The tax change I'm talking about, of course, is the proposed increase in tax on Superannuation accounts over $3m.
And let me start by saying, very clearly, that I think it's reasonable for people with more than $3m in Super to pay more tax on that Super. Not as a 'punishment for success' as some people claim, but because if you have more than $3m in Super, it's reasonable for you to contribute a little more to the national project, particularly compared to the alternative of slugging workers more, for example.
(There are lots of other ways to raise taxes and/or reduce government spending, by the way, so it's not as binary as the previous paragraph sounds, but my point stands.)
If you have $3m in Super, and you're retired, the returns earned by your first $1.9m worth of assets are completely untaxed, and the remaining $1.1m is taxed at 15%. If you earned 10%, you'd pay no tax on the first $190,000 of earnings and $16,500 on the next $110,000 for a total after-tax income of $283,500, and an average tax rate of 5.5%. A nurse earning $100,000 would pay 50% more tax (almost $23,000) and have an average tax rate of 23%.
I… don't think that's the right balance.
So, I'm okay with large Super balances having higher taxes levied on their earnings.
(One more parenthesis: I'd tax Super very differently, and you can read more about that here if you want, but it's not the main point of this article.)
What I'm very not much okay with is the proposed implementation of such a tax.
For three reasons.
As things stand, the proposal is for the tax to be applied to increases in the balance of a Super account, whether or not a gain is realised or an income earned. To keep it simple, consider a $1m investment property that gained 10%. That's a $100,000 capital gain. Even if you didn't sell it, the government would ask you to pay tax on that gain, if your Super balance was above $3 million. The same would apply to shares, gold… anything in your account, whether or not you had the cash available to pay the tax.
A tax on unrealised gains is a bad tax, primarily because it doesn't care whether the taxpayer has the liquid assets to pay that tax. In contrast, if you sell the house for $1.1m, you get that realised gain in cash, and can set aside a portion of the sale proceeds to pay the tax.
Second, the tax threshold is not going to be indexed. As AMP Ltd (ASX: AMP)'s depute chief economist Diana Mousina told the AFR:
"A $3 million balance in 40 years' time is not the same $3 million balance that you have today. It doesn't affect 0.5 per cent of the population, it impacts a much higher share."
As the Fin says, "Mousina's back-of-the-envelope calculations indicate that if this hypothetical 22-year-old were to work until they were 67, by that age they would have $3.6 million in super."
In other words, the tax that currently only impacts the very wealthy would directly impact the average worker in forty years' time.
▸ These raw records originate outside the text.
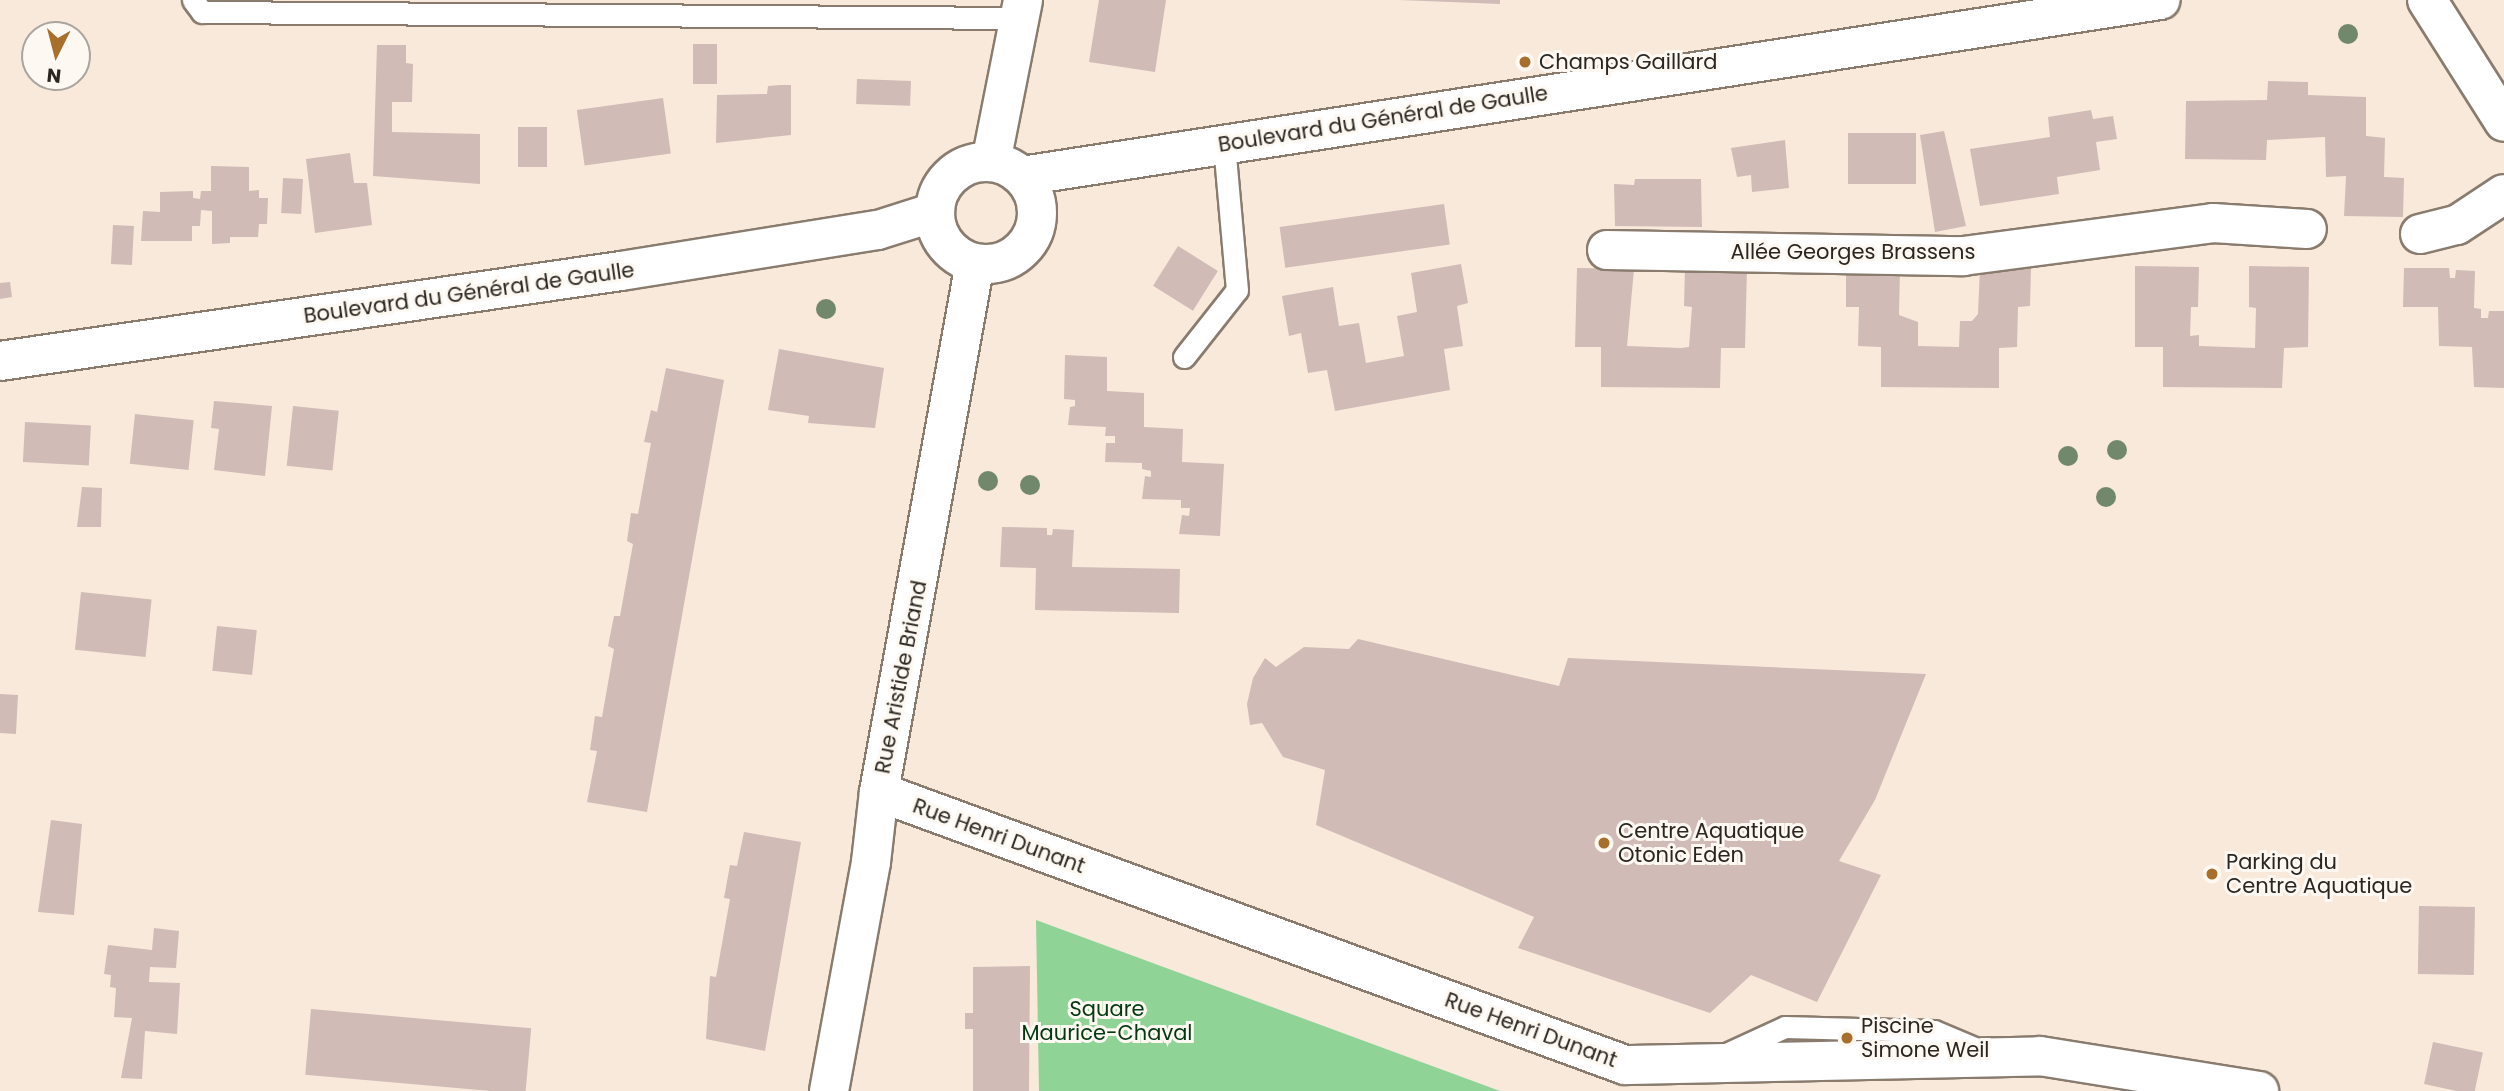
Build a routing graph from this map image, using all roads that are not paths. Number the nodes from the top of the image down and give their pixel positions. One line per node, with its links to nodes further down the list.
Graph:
1 (193, 0): 4 (lane)
2 (2160, 0): 7 (street, Boulevard du Général de Gaulle)
3 (2427, 0): 6 (street)
4 (899, 9): 5 (lane)
5 (1022, 9): 8 (street)
6 (2504, 122)
7 (1224, 145): 8 (street, Boulevard du Général de Gaulle); 15 (lane)
8 (1007, 169): 10 (street); 14 (street)
9 (2504, 194): 12 (street)
10 (935, 212): 14 (street); 16 (street, Boulevard du Général de Gaulle)
11 (2307, 229): 13 (street, Allée Georges Brassens)
12 (2420, 234)
13 (1607, 250)
14 (975, 263): 17 (street, Rue Aristide Briand)
15 (1184, 357)
16 (0, 361)
17 (879, 792): 18 (street, Rue Aristide Briand); 19 (street, Rue Henri Dunant)
18 (829, 1091)
19 (2259, 1091)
And it goes without saying, I hope, that not only would more people be impacted, but $3.6m won't be worth anything like as much by that time, thanks to the ravages of inflation. Indeed, at 2.5% inflation per year, that's 130% over four decades, so the then-current $3m should be more like $6.9m just to keep up with rising inflation.
And third, there are reports that the government will legislate this in August, but make it retrospective to July 1, meaning fund members will be taxed retrospectively. The equivalent (though more serious) analogy is a government passing a law to make something you did yesterday illegal, even though it was legal at the time.
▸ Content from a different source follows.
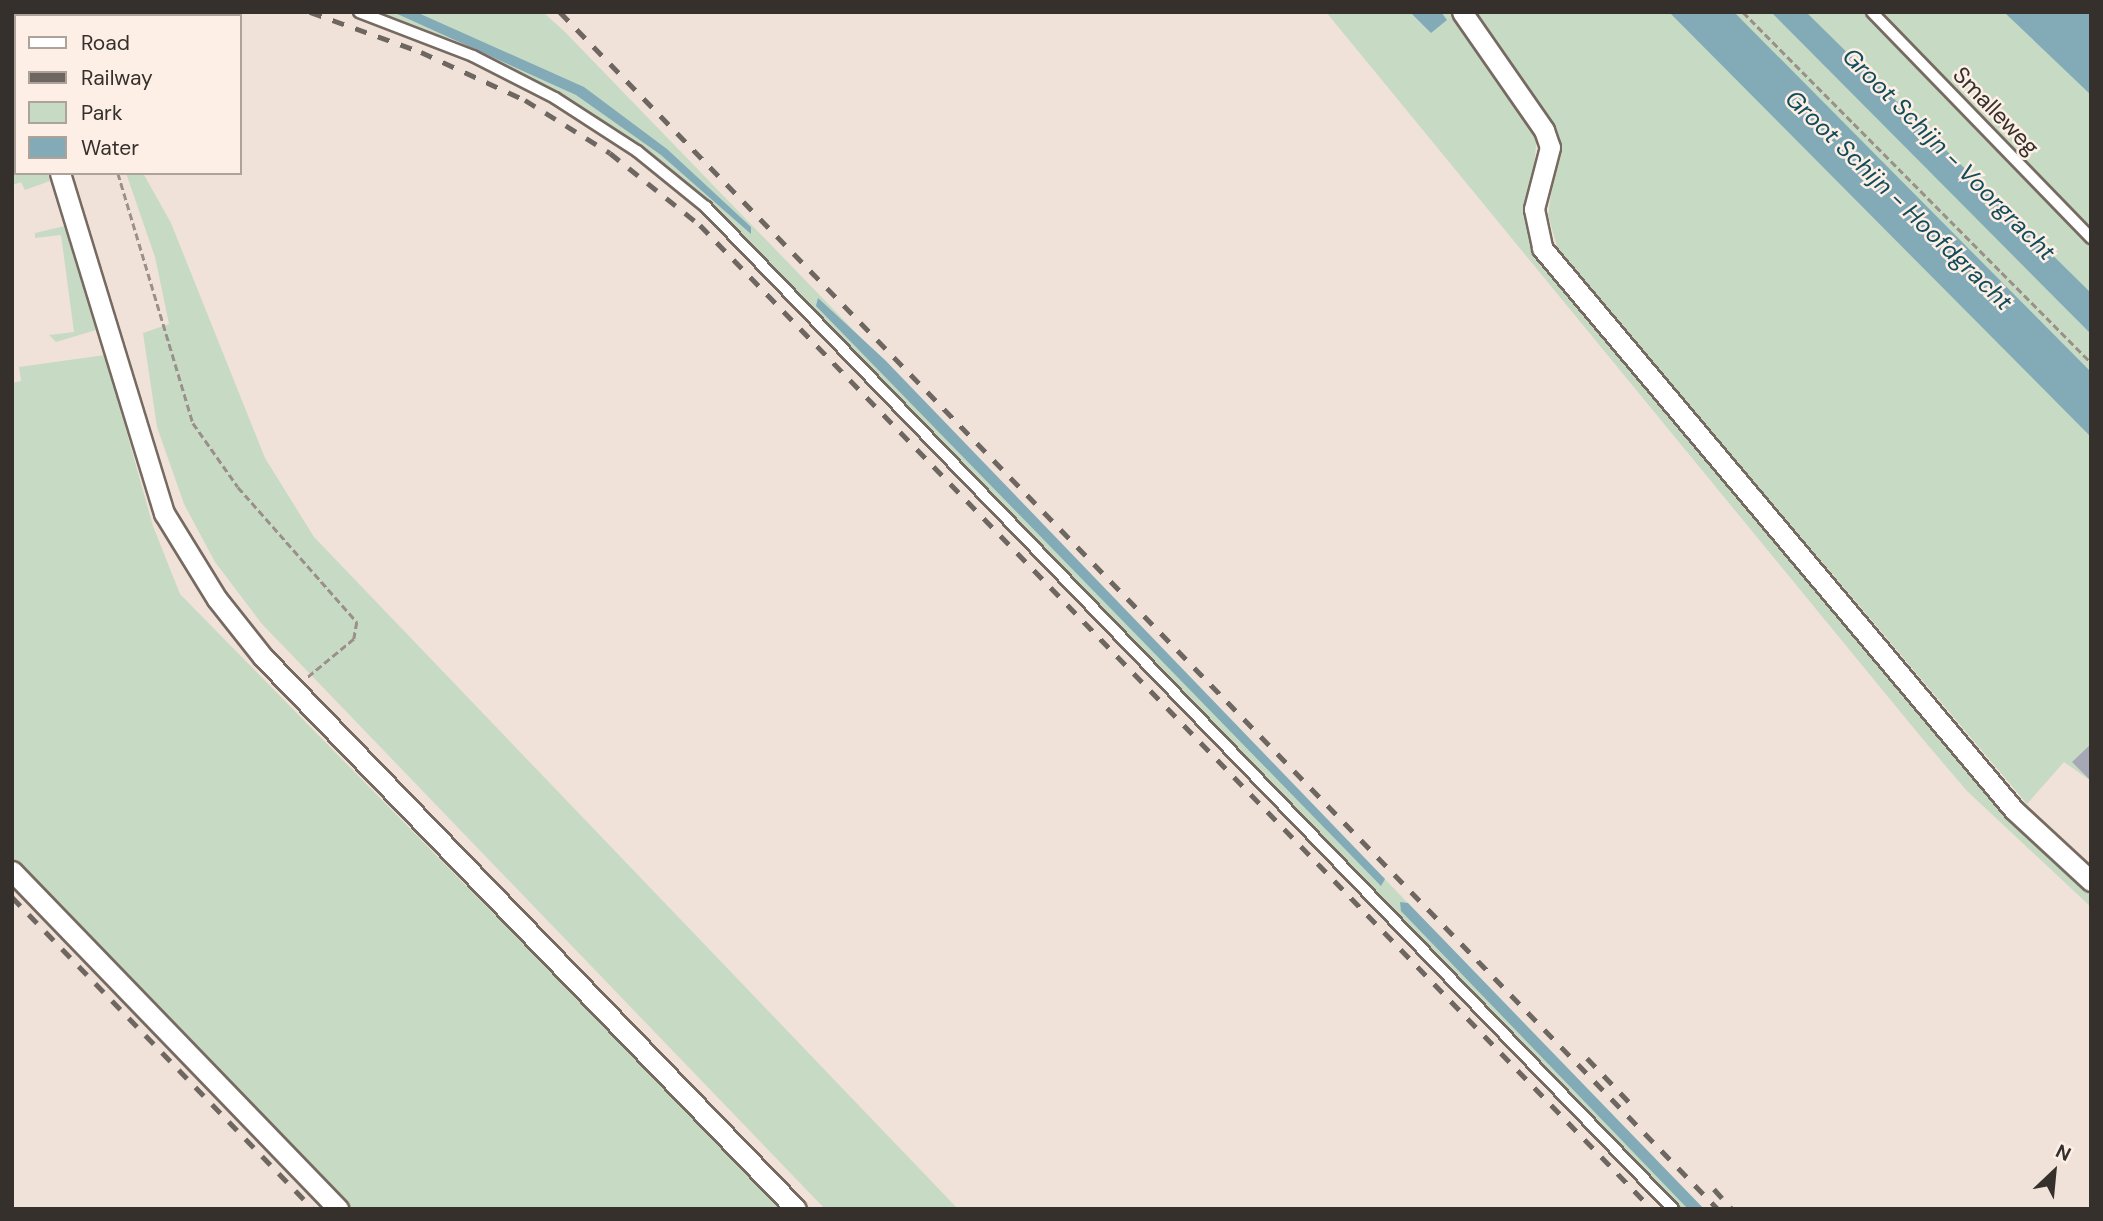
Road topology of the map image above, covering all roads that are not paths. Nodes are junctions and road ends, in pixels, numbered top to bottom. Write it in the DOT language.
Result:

So there we have it. A tax change that is addressing the right issue (in my opinion) but that is doing it badly. The wrong solution to the right problem is still the wrong solution (and there are others available).
This change, if legislated, would be bad for those three reasons; because it's retrospective, levied on unrealised gains, and using a threshold that's not indexed. Each, on their own, would be bad policy. Together, it's atrocious.
The other options? Tax Super at marginal rates (above a higher tax-free threshold) when it's withdrawn. Or put an (indexed) cap on Super balances. Or at the very least, index the threshold, only tax realised gains, and tell people what the rules are before the tax change is implemented.
The Treasurer needs to listen, and to take advice on this one. By all means, address the Superannuation system that started as a retirement income scheme and has become a tax shelter. Because it has.
But just don't do it like this.
Fool on!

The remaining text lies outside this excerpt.